▶ [TASK TO COMPLETE]: Which lines below contain "roads"? Copy every one of them.

======== SUPPLIED DATA ========

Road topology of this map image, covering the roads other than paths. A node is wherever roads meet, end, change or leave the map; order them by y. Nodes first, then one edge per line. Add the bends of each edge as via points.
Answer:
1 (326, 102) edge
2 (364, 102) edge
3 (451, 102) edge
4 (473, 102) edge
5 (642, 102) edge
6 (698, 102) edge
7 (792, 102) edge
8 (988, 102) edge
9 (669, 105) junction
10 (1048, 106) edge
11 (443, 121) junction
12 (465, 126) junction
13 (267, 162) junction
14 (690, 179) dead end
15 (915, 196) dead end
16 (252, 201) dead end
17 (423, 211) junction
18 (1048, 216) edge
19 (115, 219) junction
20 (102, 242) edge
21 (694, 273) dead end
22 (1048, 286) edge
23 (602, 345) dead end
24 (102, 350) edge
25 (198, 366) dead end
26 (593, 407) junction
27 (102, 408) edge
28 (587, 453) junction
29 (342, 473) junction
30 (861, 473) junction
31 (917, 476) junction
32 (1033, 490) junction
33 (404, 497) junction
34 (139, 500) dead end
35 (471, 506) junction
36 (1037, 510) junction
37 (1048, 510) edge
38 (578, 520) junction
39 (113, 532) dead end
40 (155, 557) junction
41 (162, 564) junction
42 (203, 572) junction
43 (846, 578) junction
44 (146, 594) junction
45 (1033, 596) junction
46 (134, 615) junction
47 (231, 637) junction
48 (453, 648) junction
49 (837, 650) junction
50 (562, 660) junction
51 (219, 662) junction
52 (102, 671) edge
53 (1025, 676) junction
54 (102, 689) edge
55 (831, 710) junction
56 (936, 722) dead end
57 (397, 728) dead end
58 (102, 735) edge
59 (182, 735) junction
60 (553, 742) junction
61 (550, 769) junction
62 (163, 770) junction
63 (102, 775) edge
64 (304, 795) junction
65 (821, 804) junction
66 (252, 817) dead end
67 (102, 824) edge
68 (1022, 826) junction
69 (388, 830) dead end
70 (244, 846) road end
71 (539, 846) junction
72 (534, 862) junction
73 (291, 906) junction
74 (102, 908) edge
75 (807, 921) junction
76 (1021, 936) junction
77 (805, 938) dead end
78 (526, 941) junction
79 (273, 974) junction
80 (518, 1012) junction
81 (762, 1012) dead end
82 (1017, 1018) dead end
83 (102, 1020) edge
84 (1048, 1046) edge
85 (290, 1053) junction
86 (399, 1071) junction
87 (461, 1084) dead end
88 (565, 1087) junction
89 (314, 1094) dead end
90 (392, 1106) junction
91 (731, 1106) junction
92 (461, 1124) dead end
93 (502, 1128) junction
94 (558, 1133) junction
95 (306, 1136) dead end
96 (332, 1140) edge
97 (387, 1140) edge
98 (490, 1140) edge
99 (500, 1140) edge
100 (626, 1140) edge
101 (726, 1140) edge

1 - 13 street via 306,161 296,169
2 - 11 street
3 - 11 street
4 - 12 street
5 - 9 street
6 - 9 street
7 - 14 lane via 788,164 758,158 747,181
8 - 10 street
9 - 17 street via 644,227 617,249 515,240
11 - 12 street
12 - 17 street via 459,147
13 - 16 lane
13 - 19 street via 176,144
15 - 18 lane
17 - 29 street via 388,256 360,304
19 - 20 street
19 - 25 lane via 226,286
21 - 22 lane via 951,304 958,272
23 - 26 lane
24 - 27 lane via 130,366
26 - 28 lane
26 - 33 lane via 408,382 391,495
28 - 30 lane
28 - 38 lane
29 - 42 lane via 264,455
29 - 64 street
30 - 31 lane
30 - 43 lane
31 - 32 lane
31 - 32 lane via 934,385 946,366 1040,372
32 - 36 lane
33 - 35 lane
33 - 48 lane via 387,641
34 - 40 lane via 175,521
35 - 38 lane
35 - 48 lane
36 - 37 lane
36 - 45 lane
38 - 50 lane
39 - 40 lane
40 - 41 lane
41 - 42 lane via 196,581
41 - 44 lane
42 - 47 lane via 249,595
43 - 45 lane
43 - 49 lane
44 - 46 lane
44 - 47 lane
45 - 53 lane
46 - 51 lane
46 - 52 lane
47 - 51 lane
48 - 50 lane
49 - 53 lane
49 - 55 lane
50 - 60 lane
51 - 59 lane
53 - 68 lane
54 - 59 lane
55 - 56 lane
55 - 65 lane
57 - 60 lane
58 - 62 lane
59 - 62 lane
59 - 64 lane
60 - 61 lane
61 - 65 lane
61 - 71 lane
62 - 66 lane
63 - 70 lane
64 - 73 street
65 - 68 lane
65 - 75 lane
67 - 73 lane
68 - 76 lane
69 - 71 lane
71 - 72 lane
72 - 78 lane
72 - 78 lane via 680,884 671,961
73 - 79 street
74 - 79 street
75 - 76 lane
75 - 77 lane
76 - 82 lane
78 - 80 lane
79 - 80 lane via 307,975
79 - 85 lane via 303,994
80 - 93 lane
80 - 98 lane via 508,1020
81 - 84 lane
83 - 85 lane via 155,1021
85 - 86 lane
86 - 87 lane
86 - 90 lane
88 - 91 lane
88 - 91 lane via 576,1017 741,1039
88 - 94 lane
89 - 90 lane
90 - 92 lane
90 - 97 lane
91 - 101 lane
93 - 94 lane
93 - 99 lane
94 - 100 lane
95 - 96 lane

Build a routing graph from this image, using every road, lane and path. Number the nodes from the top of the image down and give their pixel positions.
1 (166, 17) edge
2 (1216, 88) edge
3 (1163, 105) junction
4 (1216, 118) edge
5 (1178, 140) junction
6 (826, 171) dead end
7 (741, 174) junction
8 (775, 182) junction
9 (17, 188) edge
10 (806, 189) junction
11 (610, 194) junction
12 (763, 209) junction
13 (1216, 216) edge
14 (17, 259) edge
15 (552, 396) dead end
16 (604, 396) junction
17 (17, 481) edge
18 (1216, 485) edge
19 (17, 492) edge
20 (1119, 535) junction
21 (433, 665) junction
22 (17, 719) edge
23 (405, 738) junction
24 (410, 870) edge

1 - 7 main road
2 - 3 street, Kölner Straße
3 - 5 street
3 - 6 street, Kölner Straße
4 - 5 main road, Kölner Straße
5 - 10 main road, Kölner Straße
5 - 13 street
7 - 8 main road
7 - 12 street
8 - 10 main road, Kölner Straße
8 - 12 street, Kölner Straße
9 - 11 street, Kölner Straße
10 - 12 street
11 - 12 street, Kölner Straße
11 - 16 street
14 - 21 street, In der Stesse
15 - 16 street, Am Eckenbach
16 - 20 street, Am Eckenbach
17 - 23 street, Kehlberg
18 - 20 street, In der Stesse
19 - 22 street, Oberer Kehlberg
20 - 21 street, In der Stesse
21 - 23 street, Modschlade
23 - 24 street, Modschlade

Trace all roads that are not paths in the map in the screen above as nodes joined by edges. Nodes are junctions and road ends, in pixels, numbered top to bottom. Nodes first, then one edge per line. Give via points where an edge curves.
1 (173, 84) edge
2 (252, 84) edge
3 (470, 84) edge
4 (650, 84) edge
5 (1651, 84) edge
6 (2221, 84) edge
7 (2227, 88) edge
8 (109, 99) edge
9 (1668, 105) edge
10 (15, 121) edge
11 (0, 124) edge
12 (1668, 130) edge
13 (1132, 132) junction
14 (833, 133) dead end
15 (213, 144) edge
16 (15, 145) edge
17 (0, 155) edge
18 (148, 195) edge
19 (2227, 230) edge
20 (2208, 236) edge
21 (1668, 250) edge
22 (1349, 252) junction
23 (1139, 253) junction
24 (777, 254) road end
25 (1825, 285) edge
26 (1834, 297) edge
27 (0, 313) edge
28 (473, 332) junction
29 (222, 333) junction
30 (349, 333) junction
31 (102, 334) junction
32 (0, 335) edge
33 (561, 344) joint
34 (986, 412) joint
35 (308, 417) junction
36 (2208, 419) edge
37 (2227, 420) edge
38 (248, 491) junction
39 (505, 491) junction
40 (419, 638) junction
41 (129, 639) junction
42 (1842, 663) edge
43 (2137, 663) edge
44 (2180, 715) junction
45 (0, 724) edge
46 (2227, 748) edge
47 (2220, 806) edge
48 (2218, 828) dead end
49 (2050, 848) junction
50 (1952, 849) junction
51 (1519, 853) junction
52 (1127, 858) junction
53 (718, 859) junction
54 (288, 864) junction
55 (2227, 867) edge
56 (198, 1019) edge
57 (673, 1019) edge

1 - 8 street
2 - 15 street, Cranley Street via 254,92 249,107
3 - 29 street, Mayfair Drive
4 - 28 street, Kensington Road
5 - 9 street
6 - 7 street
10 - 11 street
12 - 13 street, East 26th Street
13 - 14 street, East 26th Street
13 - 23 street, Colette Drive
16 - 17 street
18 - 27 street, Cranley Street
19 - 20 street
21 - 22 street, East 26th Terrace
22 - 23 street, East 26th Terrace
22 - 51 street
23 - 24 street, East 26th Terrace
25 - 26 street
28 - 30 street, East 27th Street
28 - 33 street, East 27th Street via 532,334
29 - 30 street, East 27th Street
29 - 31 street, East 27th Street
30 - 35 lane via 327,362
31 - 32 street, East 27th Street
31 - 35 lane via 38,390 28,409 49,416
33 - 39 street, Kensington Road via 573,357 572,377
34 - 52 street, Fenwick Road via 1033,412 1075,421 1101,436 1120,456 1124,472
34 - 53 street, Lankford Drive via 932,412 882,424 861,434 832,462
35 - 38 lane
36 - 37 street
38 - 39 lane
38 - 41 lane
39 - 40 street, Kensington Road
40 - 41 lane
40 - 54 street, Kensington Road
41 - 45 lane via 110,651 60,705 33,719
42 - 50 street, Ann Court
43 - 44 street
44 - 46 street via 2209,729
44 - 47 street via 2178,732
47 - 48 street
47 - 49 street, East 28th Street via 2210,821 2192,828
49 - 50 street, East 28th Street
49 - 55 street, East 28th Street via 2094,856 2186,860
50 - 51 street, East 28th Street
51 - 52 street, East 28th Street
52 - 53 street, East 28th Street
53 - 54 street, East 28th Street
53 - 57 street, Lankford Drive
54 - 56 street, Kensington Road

========

▶ [WRITTEN REPLY]:
Road topology of this map image, covering the roads other than paths. A node is wherever roads meet, end, change or leave the map; order them by y. Nodes first, then one edge per line. Add the bends of each edge as via points.
Trace all roads that are not paths in the map in the screen above as nodes joined by edges. Nodes are junctions and road ends, in pixels, numbered top to bottom. Nodes first, then one edge per line. Give via points where an edge curves.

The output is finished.